Rot and Renewal: The 2020 Election in the Cycles of Constitutional Time

JB

I have just posted my latest essay, Rot and Renewal: The 2020 Election in the Cycles of Constitutional Time, on SSRN. Here is the abstract:

This essay discusses the 2020 election and its aftermath in terms of the theory of constitutional cycles described in my book The Cycles of Constitutional Time. The book argues that we can understand American constitutional development in terms of three kinds of cycles. The first involves the rise and fall of political regimes featuring dominant political parties. The second is a long cycle of polarization and depolarization that stretches from the Civil War through the present. The third cycle is a series of episodes of constitutional rot and constitutional renewal. Constitutional rot is the process by which a constitutional republic becomes less democratic and less republican over time.

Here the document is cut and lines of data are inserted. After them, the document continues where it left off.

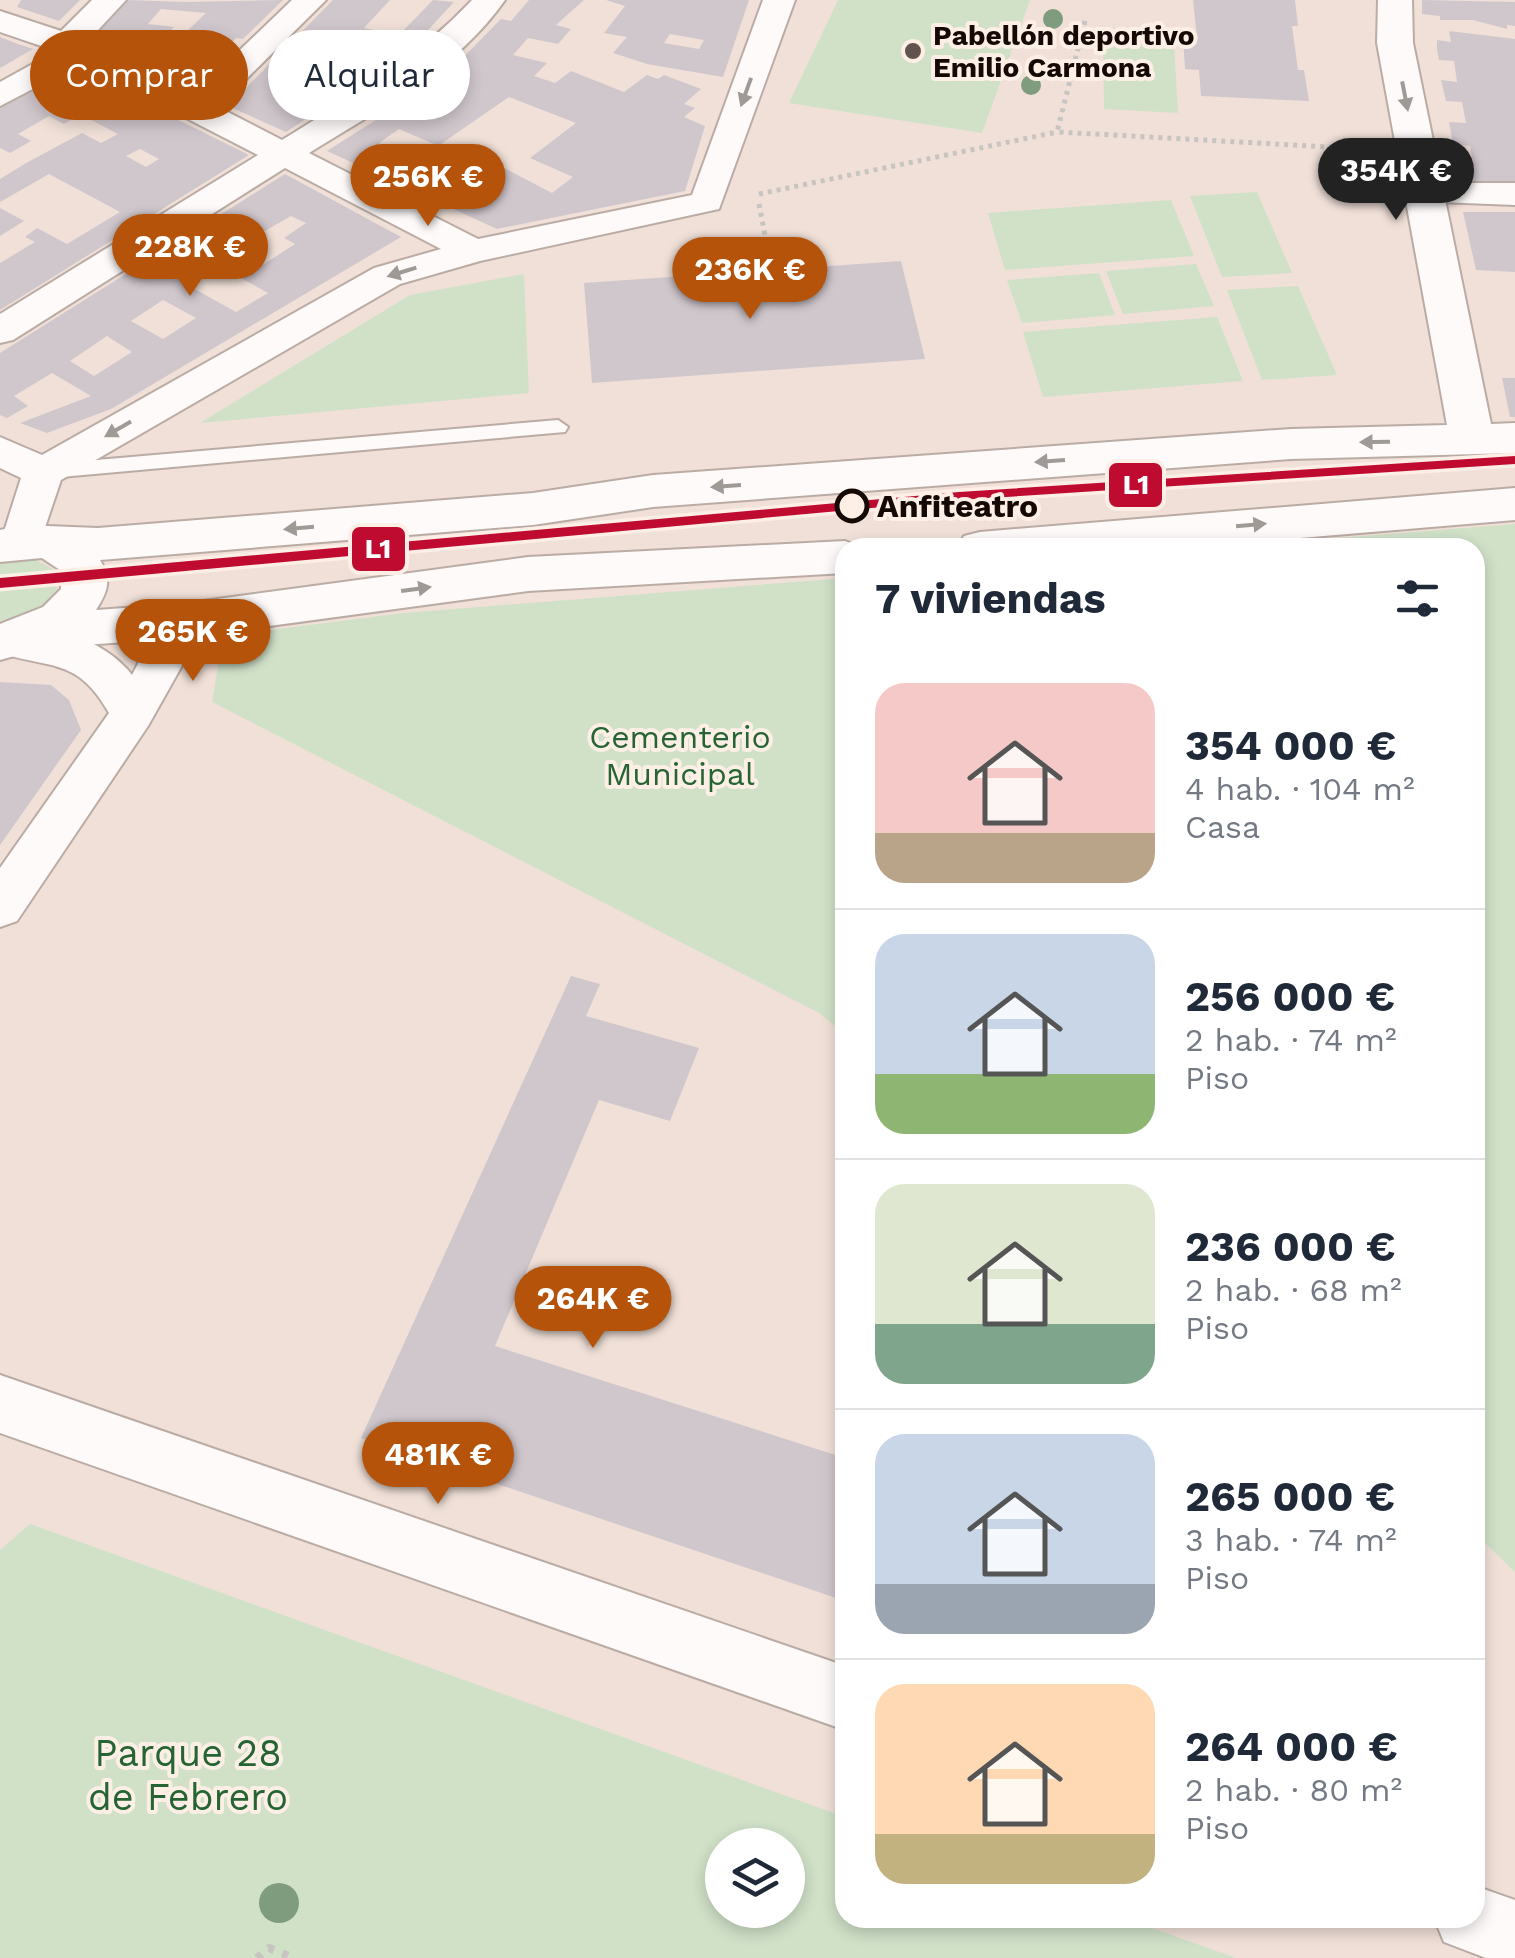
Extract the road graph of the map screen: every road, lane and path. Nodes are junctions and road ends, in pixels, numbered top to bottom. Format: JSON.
{"nodes":[{"id":1,"x":110,"y":0,"type":"edge"},
{"id":2,"x":310,"y":0,"type":"edge"},
{"id":3,"x":488,"y":0,"type":"edge"},
{"id":4,"x":779,"y":0,"type":"edge"},
{"id":5,"x":1395,"y":0,"type":"edge"},
{"id":6,"x":0,"y":21,"type":"edge"},
{"id":7,"x":1084,"y":22,"type":"dead end"},
{"id":8,"x":88,"y":30,"type":"edge"},
{"id":9,"x":30,"y":32,"type":"edge"},
{"id":10,"x":248,"y":60,"type":"edge"},
{"id":11,"x":30,"y":77,"type":"edge"},
{"id":12,"x":0,"y":96,"type":"edge"},
{"id":13,"x":220,"y":120,"type":"edge"},
{"id":14,"x":1056,"y":132,"type":"junction"},
{"id":15,"x":1377,"y":150,"type":"dead end"},
{"id":16,"x":284,"y":156,"type":"junction"},
{"id":17,"x":1425,"y":194,"type":"junction"},
{"id":18,"x":1515,"y":194,"type":"edge"},
{"id":19,"x":474,"y":251,"type":"junction"},
{"id":20,"x":769,"y":256,"type":"dead end"},
{"id":21,"x":0,"y":331,"type":"edge"},
{"id":22,"x":558,"y":427,"type":"dead end"},
{"id":23,"x":1494,"y":439,"type":"edge"},
{"id":24,"x":0,"y":450,"type":"edge"},
{"id":25,"x":43,"y":472,"type":"junction"},
{"id":26,"x":1515,"y":504,"type":"edge"},
{"id":27,"x":1102,"y":538,"type":"edge"},
{"id":28,"x":26,"y":544,"type":"edge"},
{"id":29,"x":835,"y":558,"type":"edge"},
{"id":30,"x":181,"y":621,"type":"junction"},
{"id":31,"x":19,"y":638,"type":"edge"},
{"id":32,"x":132,"y":714,"type":"junction"},
{"id":33,"x":0,"y":906,"type":"edge"},
{"id":34,"x":0,"y":1404,"type":"edge"},
{"id":35,"x":835,"y":1695,"type":"edge"},
{"id":36,"x":1485,"y":1924,"type":"edge"},
{"id":37,"x":1515,"y":1934,"type":"edge"},
{"id":38,"x":257,"y":1958,"type":"edge"},
{"id":39,"x":294,"y":1958,"type":"edge"}],
"edges":[{"from":1,"to":8,"type":"street"},
{"from":2,"to":10,"type":"street"},
{"from":3,"to":16,"type":"street"},
{"from":4,"to":19,"type":"street","one_way":true},
{"from":5,"to":17,"type":"street","one_way":true},
{"from":6,"to":9,"type":"street"},
{"from":7,"to":14,"type":"path"},
{"from":11,"to":12,"type":"street"},
{"from":13,"to":16,"type":"street"},
{"from":14,"to":15,"type":"path"},
{"from":14,"to":20,"type":"path"},
{"from":16,"to":19,"type":"street"},
{"from":16,"to":21,"type":"street"},
{"from":17,"to":18,"type":"street"},
{"from":17,"to":23,"type":"street"},
{"from":19,"to":25,"type":"street","one_way":true},
{"from":22,"to":25,"type":"lane"},
{"from":23,"to":28,"type":"street","one_way":true},
{"from":24,"to":25,"type":"street"},
{"from":25,"to":28,"type":"street"},
{"from":27,"to":26,"type":"street","one_way":true},
{"from":28,"to":31,"type":"street"},
{"from":30,"to":29,"type":"street","one_way":true},
{"from":30,"to":31,"type":"street"},
{"from":30,"to":32,"type":"street"},
{"from":31,"to":32,"type":"street"},
{"from":32,"to":33,"type":"street"},
{"from":34,"to":35,"type":"street"},
{"from":36,"to":37,"type":"street"},
{"from":38,"to":39,"type":"path"}]}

I draw three conclusions from the 2020 election and the Capitol Hill insurrection of January 6th, 2021. First, although the Reagan regime that has structured American politics since the 1980s is nearing its end, we cannot yet be certain that it has reached its conclusion. The COVID-19 pandemic and the economic contraction that accompanied it have handed the Democrats an opportunity to forge a new political regime, but whether they will successfully capitalize on these possibilities is yet to be determined. The book points out, for example that the Democrats missed an opportunity to begin a new regime in 1896, and proved unable to do so in 2008. Years later, we may retroactively identify the end of the Reagan regime with the 2020 election and the Capitol Hill insurrection that followed it. But we cannot say for sure at present.

Second, our deeply polarized politics, which is currently organized around issues of identity and status conflict, will continue until party coalitions slowly begin to change, leading the parties to face off over a new set of issues. Those changes are already in motion, but the transformations will take time.

Third, the gravest threat we face today is not political polarization but constitutional rot — a deepening decay in our political and legal institutions. This decay began well before the election of President Donald Trump. But Trump accelerated constitutional rot in the United States, by his creation of a cult of personality, by his abuses of power, and by his refusal to accept the legitimacy of the 2020 election and the opposition party’s ascension to power through democratic means.